Professor Keiichi Namba
Graduate School of Frontier Biosciences
Osaka University
Osaka Japan

Wednesday, June 1, 2005
10:00 am (CT)
3269 Beckman Institute

Abstract

The bacterial flagellum is made of a rotary motor and a long helical filament by means of which bacteria swim. The flagellar motor rotates at around 300 Hz and drives the rapid rotation of each flagellum to propel the cell movements. The long helical filament, which is a tubular structure with a diameter of about 20 nm, is made of a single protein flagellin.
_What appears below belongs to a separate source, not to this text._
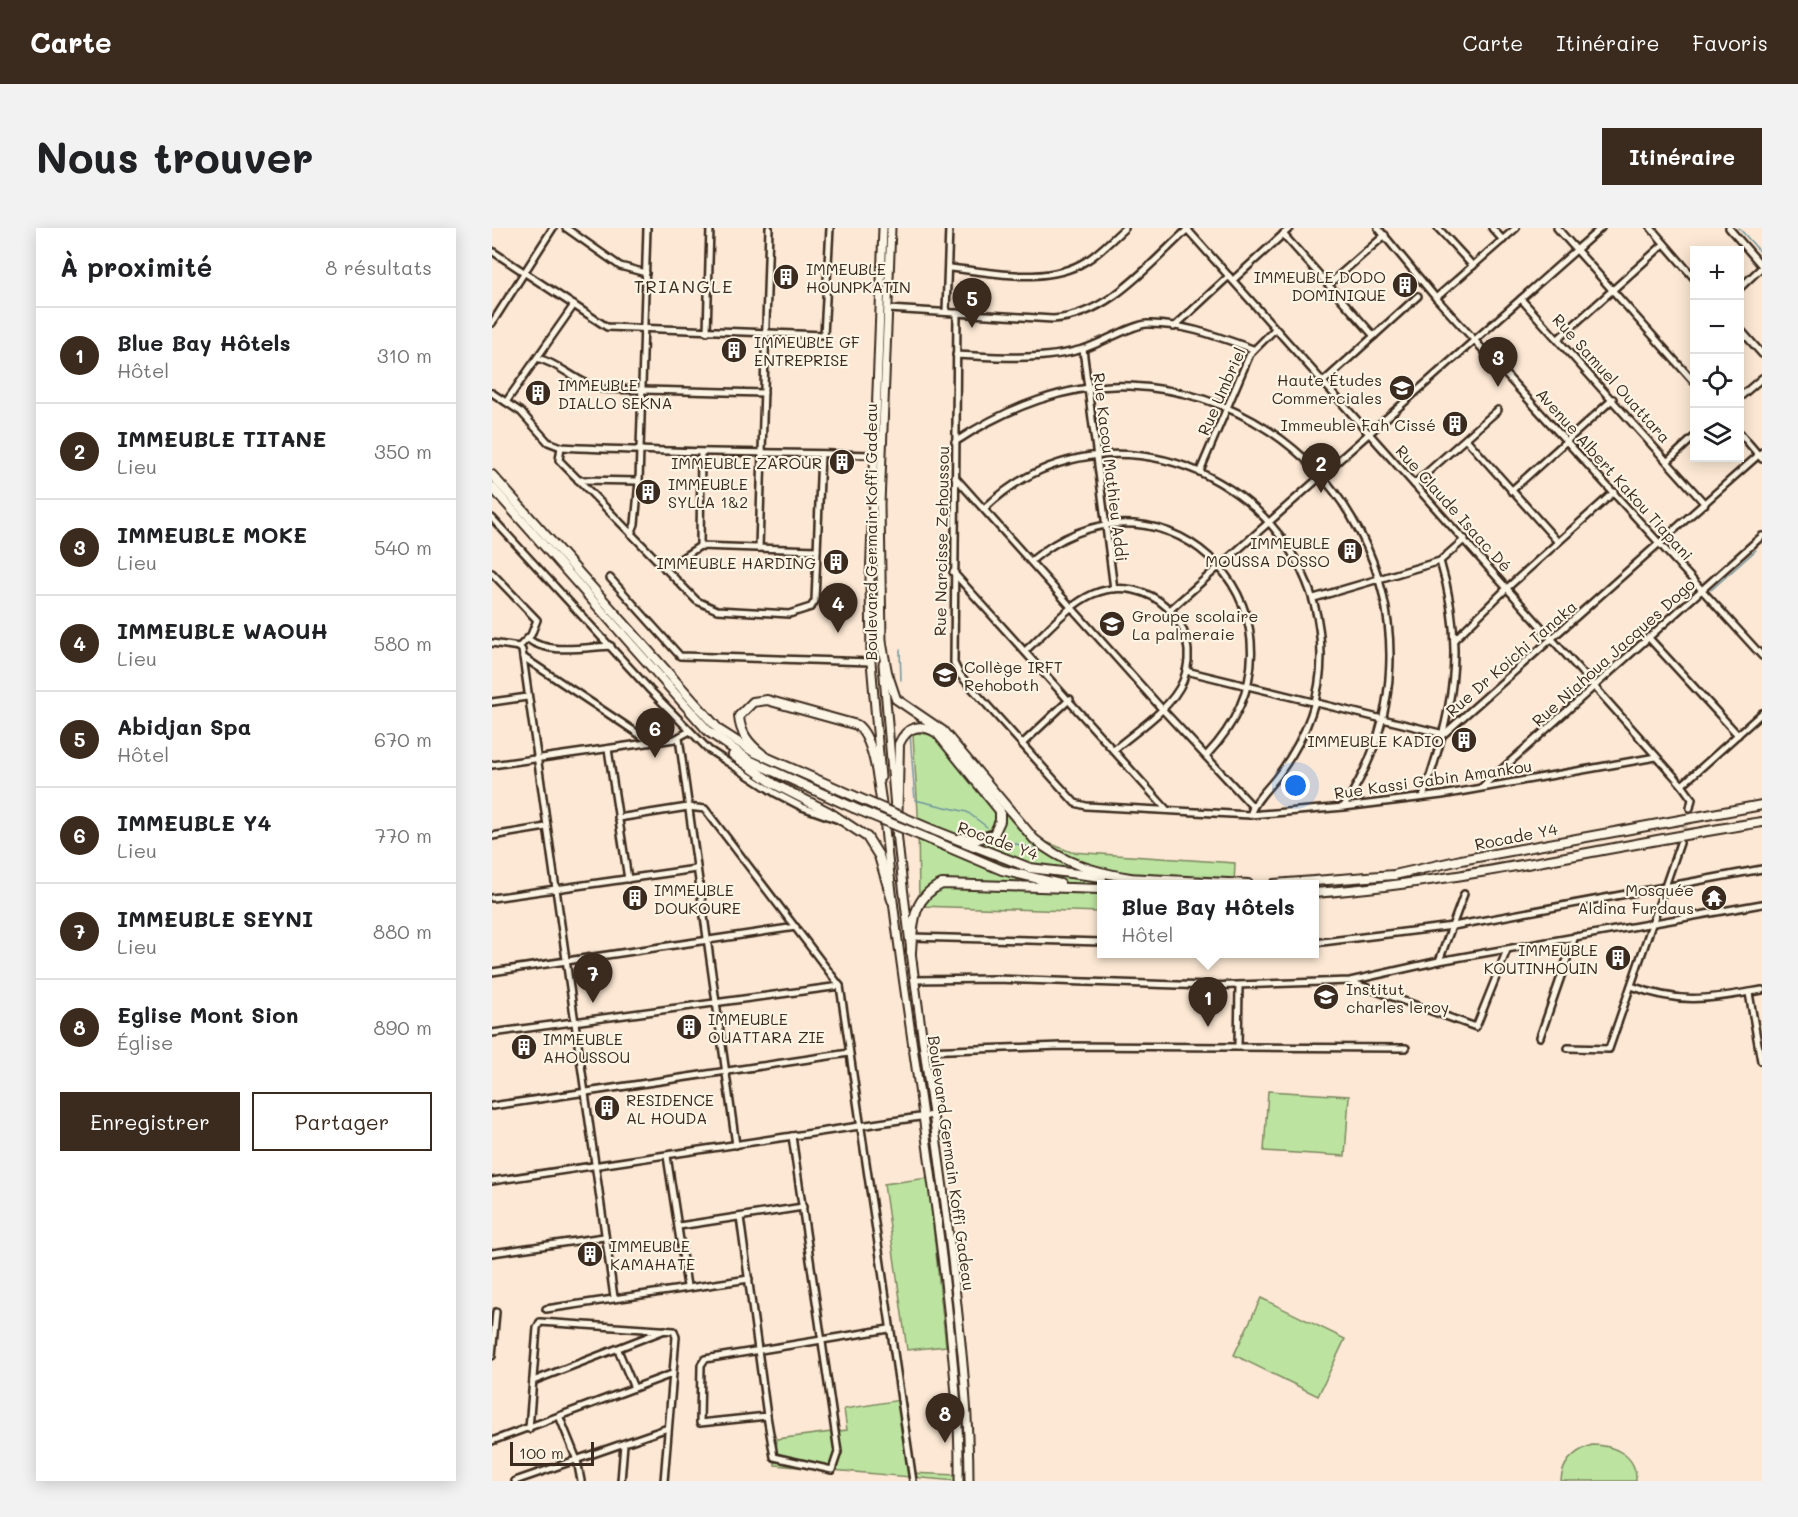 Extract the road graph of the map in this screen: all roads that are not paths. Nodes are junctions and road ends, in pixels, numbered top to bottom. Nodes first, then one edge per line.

The filament switches between left- and right-handed helical forms in response to the twisting force produced by reversal of the motor rotation, allowing bacteria to alternate their swimming pattern between running and tumbling for taxis. The flagellum also has a short, highly curved segment called hook, which connects the motor and the helical propeller. Its bending flexibility makes it work as a nano-scale universal joint, while the filament is relatively more rigid to function as a propeller. A very short segment made of proteins HAP1 and HAP3 connects these two mechanically distinct structures. The flagellum is constructed by self-assembly of proteins translocated from the cytoplasm through the narrow central channel to the distal end of the growing structure, where one of three different cap complexes is attached to help efficient self-assembly of particular proteins that need to be assembled at each specific stage of the assembly process. We have solved most part of the structures in the cell exterior by X-ray crystallography, fiber diffraction and electron cryomicroscopy. These structures present interesting implications for the function of each molecule and subcomplex, demonstrating the importance of dual nature of protein molecules, dynamic flexibility and subatomic level precision.